If you’ve been working in Mobile Health or telecare, you’re probably frustrated by the slow progress being made in bringing products to market.  Whilst analysts like research2guidance see a rosy future, more down to earth reviews, such as the recent 2020health report “Healthcare without walls: Delivering telehealth at scale”, and Frost & Sullivan’s “E- Healthcare Initiatives in the United Kingdom” continue to point out that very few projects have scaled up past a few tens of users. 

Many reasons are put forward for that, ranging from the natural inertia of the medical industry, the barriers imposed by regulators, through to the difficulty in persuading doctors to hand over disease management to their patients.

Technology has been blamed in the past, but that’s no longer a valid reason.  Over recent years there have been major advances in sensors, wireless connectivity and processing power.  We certainly don’t have solutions to every problem, but there is a wide range of conditions where mHealth could provide significant benefits.  So what’s holding it back?

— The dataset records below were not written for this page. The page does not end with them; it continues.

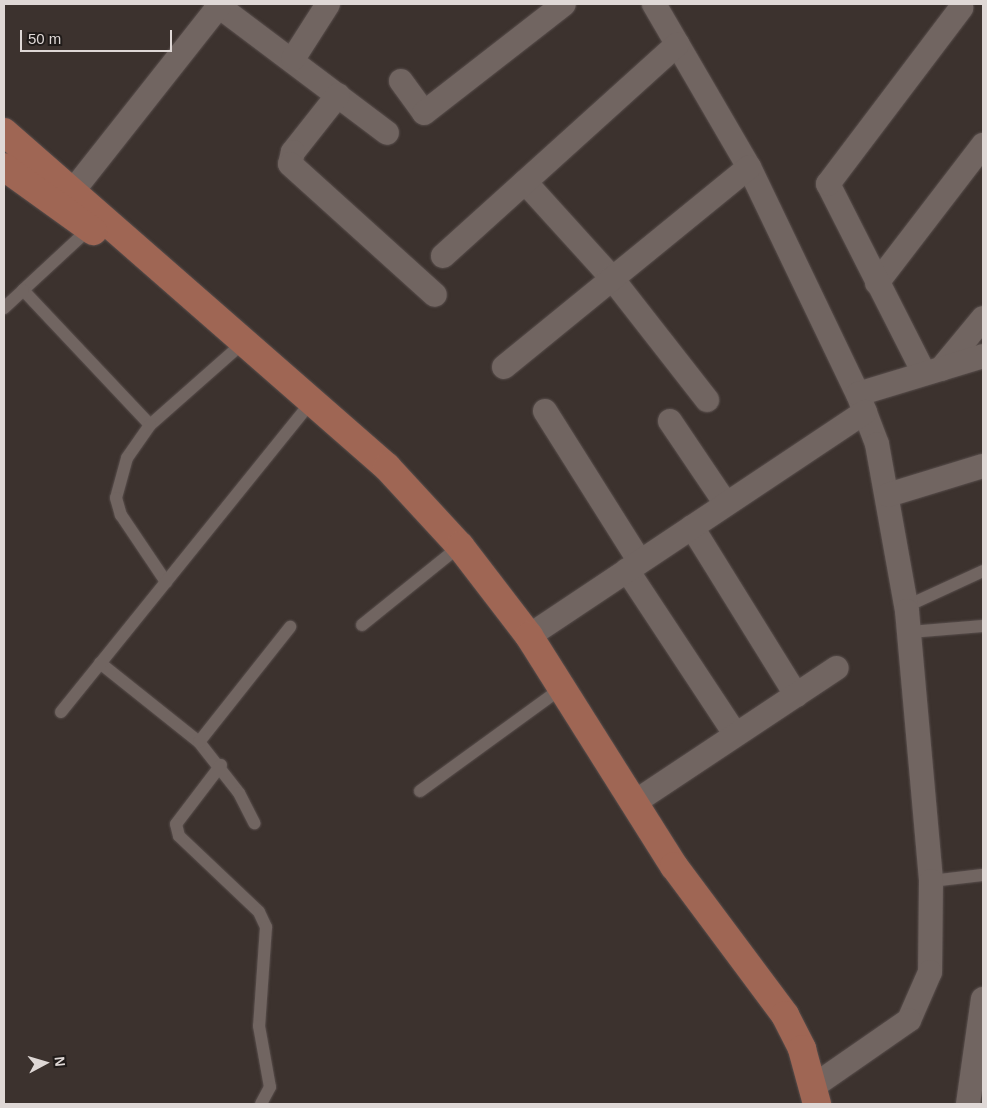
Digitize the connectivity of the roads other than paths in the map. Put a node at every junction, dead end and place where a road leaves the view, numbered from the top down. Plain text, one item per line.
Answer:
1 (328, 4) edge
2 (564, 4) edge
3 (654, 4) edge
4 (218, 5) edge
5 (961, 8) dead end
6 (678, 44) junction
7 (293, 59) junction
8 (401, 81) dead end
9 (338, 94) junction
10 (4, 132) edge
11 (387, 133) dead end
12 (983, 145) edge
13 (749, 166) junction
14 (4, 167) edge
15 (524, 182) junction
16 (66, 200) junction
17 (95, 223) junction
18 (443, 256) dead end
19 (611, 276) junction
20 (877, 283) junction
21 (23, 290) junction
22 (436, 295) dead end
23 (4, 308) edge
24 (983, 318) edge
25 (244, 342) junction
26 (983, 356) edge
27 (504, 367) dead end
28 (932, 371) junction
29 (707, 400) dead end
30 (312, 401) junction
31 (862, 403) junction
32 (545, 411) dead end
33 (670, 421) dead end
34 (150, 425) junction
35 (983, 466) edge
36 (888, 495) junction
37 (726, 504) junction
38 (692, 527) junction
39 (460, 546) junction
40 (633, 566) junction
41 (983, 571) edge
42 (166, 582) junction
43 (906, 606) junction
44 (362, 625) dead end
45 (983, 626) edge
46 (290, 627) dead end
47 (910, 632) junction
48 (529, 636) junction
49 (100, 663) junction
50 (837, 668) dead end
51 (562, 688) junction
52 (796, 695) junction
53 (61, 712) dead end
54 (735, 734) junction
55 (199, 742) junction
56 (220, 764) junction
57 (420, 791) dead end
58 (635, 802) junction
59 (254, 824) dead end
60 (983, 875) edge
61 (931, 881) junction
62 (983, 999) edge
63 (979, 1074) edge
64 (816, 1095) edge
65 (261, 1104) edge
66 (968, 1104) edge

1 - 7 street
2 - 8 street
3 - 6 street
4 - 7 street
4 - 16 street
5 - 20 street
6 - 13 street
6 - 15 street
7 - 9 street
9 - 11 street
9 - 22 street
10 - 16 main road
12 - 20 street
13 - 19 street
13 - 31 street
14 - 16 main road
15 - 18 street
15 - 19 street
16 - 17 main road
17 - 21 lane
17 - 25 main road
19 - 27 street
19 - 29 street
20 - 28 street
21 - 23 lane
21 - 34 lane
24 - 28 street
25 - 30 main road
25 - 34 lane
26 - 28 street
28 - 31 street
30 - 39 main road
30 - 42 lane
31 - 36 street
31 - 37 street
32 - 40 street
33 - 37 street
34 - 42 lane
35 - 36 street
36 - 43 street
37 - 38 street
38 - 40 street
38 - 52 street
39 - 44 lane
39 - 48 main road
40 - 48 street
40 - 54 street
41 - 43 lane
42 - 49 lane
43 - 47 street
45 - 47 lane
46 - 55 lane
47 - 61 street
48 - 51 main road
49 - 53 lane
49 - 55 lane
50 - 52 street
51 - 57 lane
51 - 58 main road
52 - 54 street
54 - 58 street
55 - 56 lane
56 - 59 lane
56 - 65 lane
58 - 64 main road
60 - 61 lane
61 - 64 street
62 - 63 street
63 - 66 street

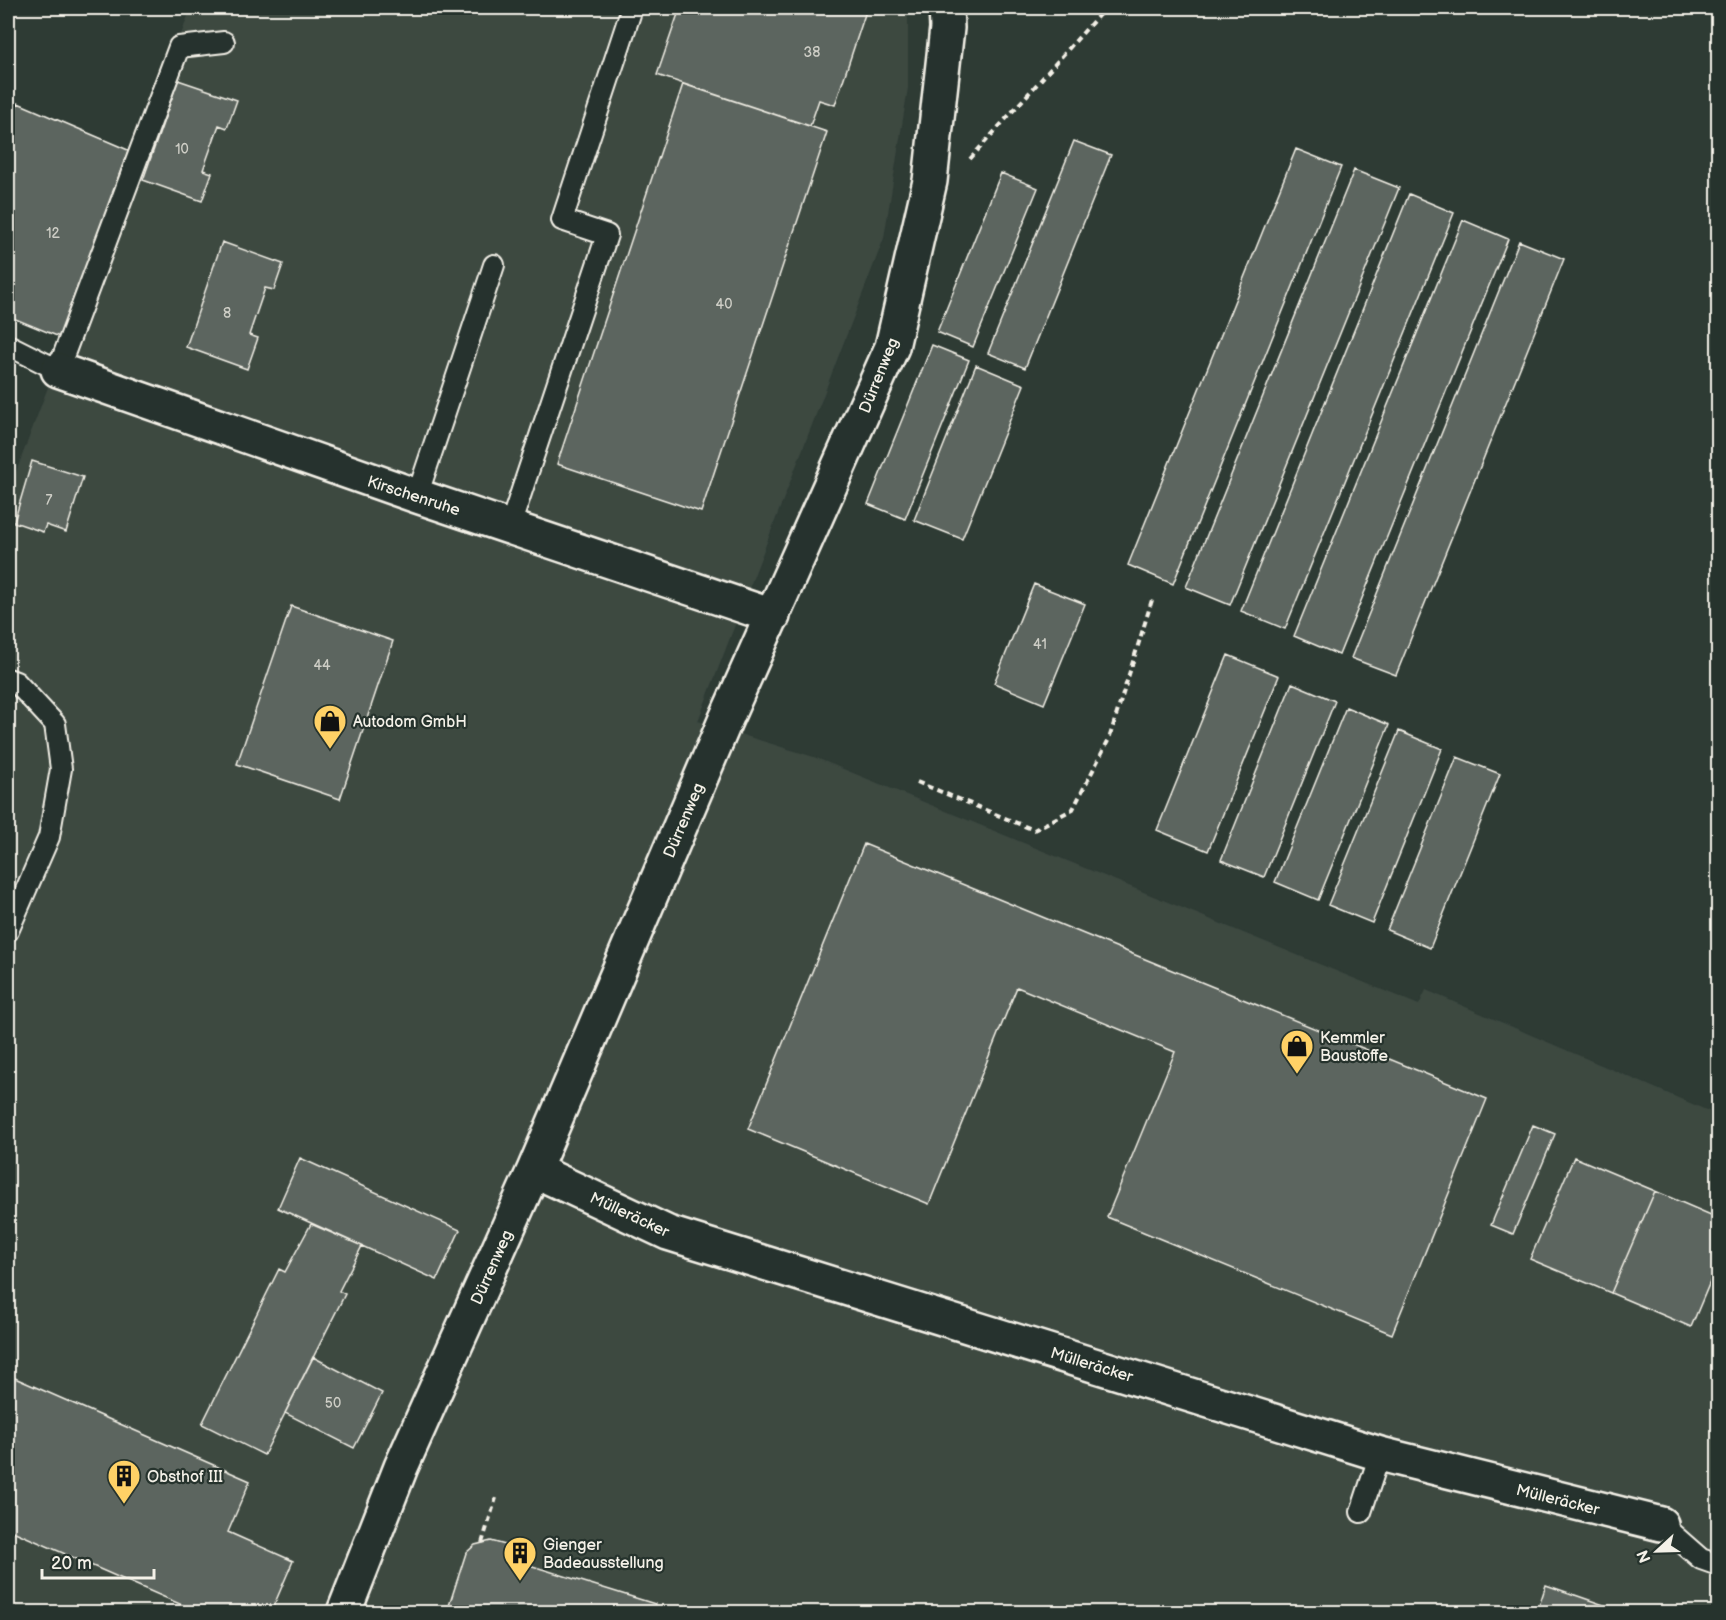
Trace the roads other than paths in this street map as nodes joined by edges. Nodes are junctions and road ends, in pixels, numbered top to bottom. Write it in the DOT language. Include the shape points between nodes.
graph roads {
  1 [pos="632,8"];
  2 [pos="946,8"];
  3 [pos="224,42"];
  4 [pos="494,265"];
  5 [pos="8,345"];
  6 [pos="58,370"];
  7 [pos="417,496"];
  8 [pos="510,526"];
  9 [pos="773,616"];
  10 [pos="8,679"];
  11 [pos="8,931"];
  12 [pos="534,1170"];
  13 [pos="1380,1454"];
  14 [pos="1361,1512"];
  15 [pos="1661,1524"];
  16 [pos="1719,1565"];
  17 [pos="344,1612"];
  1 -- 8 [label="lane" via="562,220 607,235"];
  2 -- 9 [label="street, Dürrenweg" via="931,174 892,346"];
  3 -- 6 [label="lane" via="179,47"];
  4 -- 7 [label="lane"];
  5 -- 6 [label="lane"];
  6 -- 7 [label="street, Kirschenruhe"];
  7 -- 8 [label="street, Kirschenruhe"];
  8 -- 9 [label="street, Kirschenruhe"];
  9 -- 12 [label="street, Dürrenweg"];
  10 -- 11 [label="lane" via="16,682 55,724 61,769 49,837"];
  12 -- 13 [label="street, Mülleräcker" via="668,1233"];
  12 -- 17 [label="street, Dürrenweg" via="401,1467"];
  13 -- 14 [label="lane"];
  13 -- 15 [label="street, Mülleräcker"];
  15 -- 16 [label="lane" via="1701,1559"];
}
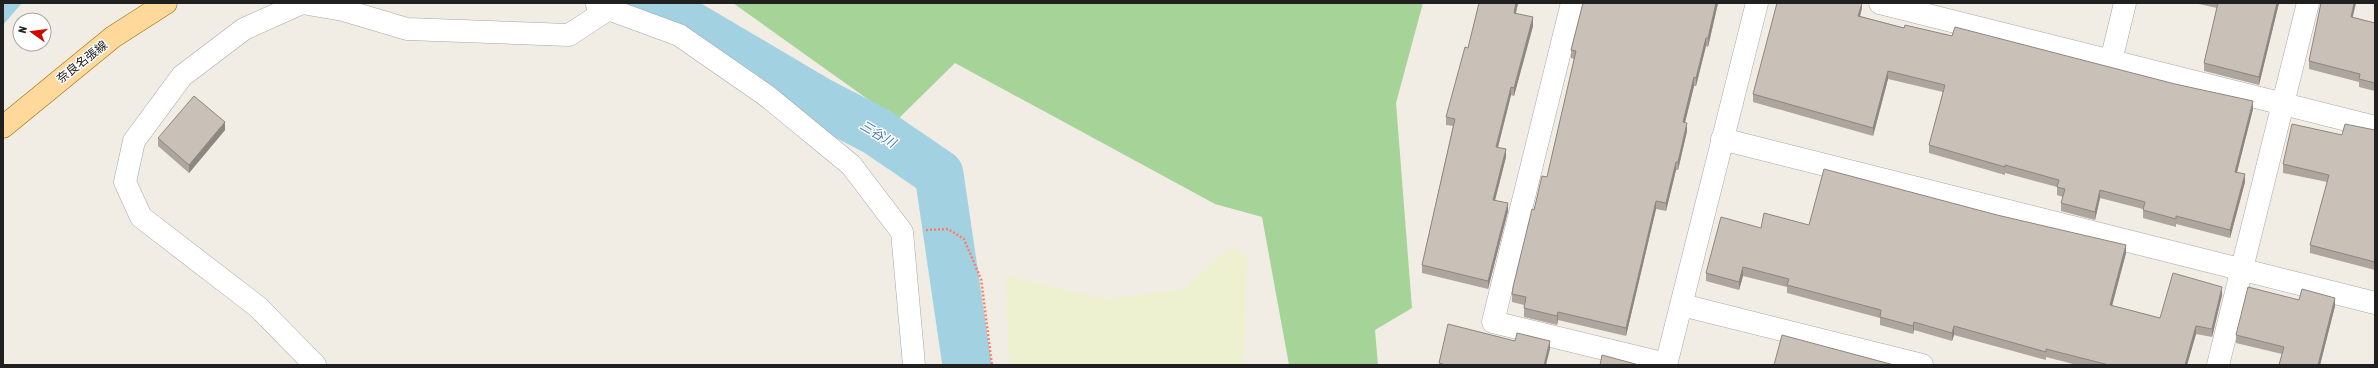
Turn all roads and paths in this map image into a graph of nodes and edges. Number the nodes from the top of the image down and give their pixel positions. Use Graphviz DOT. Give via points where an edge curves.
graph roads {
  1 [pos="166,3"];
  2 [pos="1572,3"];
  3 [pos="1757,3"];
  4 [pos="1880,3"];
  5 [pos="2125,3"];
  6 [pos="2308,3"];
  7 [pos="601,6"];
  8 [pos="1940,10"];
  9 [pos="2111,60"];
  10 [pos="2284,104"];
  11 [pos="3,127"];
  12 [pos="2375,127"];
  13 [pos="1722,139"];
  14 [pos="948,229"];
  15 [pos="2242,270"];
  16 [pos="2375,303"];
  17 [pos="1682,305"];
  18 [pos="315,365"];
  19 [pos="914,365"];
  20 [pos="992,365"];
  21 [pos="1666,365"];
  22 [pos="1922,365"];
  23 [pos="2218,365"];
  1 -- 11 [label="main road, 奈良名張線" via="114,37"];
  2 -- 21 [label="street" via="1493,322"];
  3 -- 13 [label="street"];
  4 -- 8 [label="street"];
  5 -- 9 [label="street"];
  6 -- 10 [label="street"];
  7 -- 18 [label="street" via="569,35 407,29 343,10 302,3 244,29 182,76 134,141 125,182 140,217 258,307"];
  7 -- 19 [label="street" via="679,35 767,96 851,165 902,232"];
  8 -- 9 [label="street"];
  9 -- 10 [label="street"];
  10 -- 12 [label="street"];
  10 -- 15 [label="street"];
  13 -- 15 [label="street"];
  13 -- 17 [label="street"];
  14 -- 20 [label="path" via="964,239 981,279"];
  15 -- 16 [label="street"];
  15 -- 23 [label="street"];
  17 -- 21 [label="street"];
  17 -- 22 [label="street"];
}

Next week the Mobile Health Industry Review at the King’s Fund in London will be bringing experts and VCs together to talk about business models.  I’ll be suggesting that mHealth isn’t the first industry to have suffered from this phenomenon.  Even for disruptive technologies, it often needs an unexpected and sometimes even unconnected industry to invent and develop a new application in order to drive things to a point where the disruption can be taken up and embraced by others.  One of the classic cases is the Internet.  Much of the development of streaming, payment mechanisms and user interface was driven by the porn industry.  Once that work was done, it was adopted by others, giving us the e-commerce, video streaming and compelling content that we now expect from every site. 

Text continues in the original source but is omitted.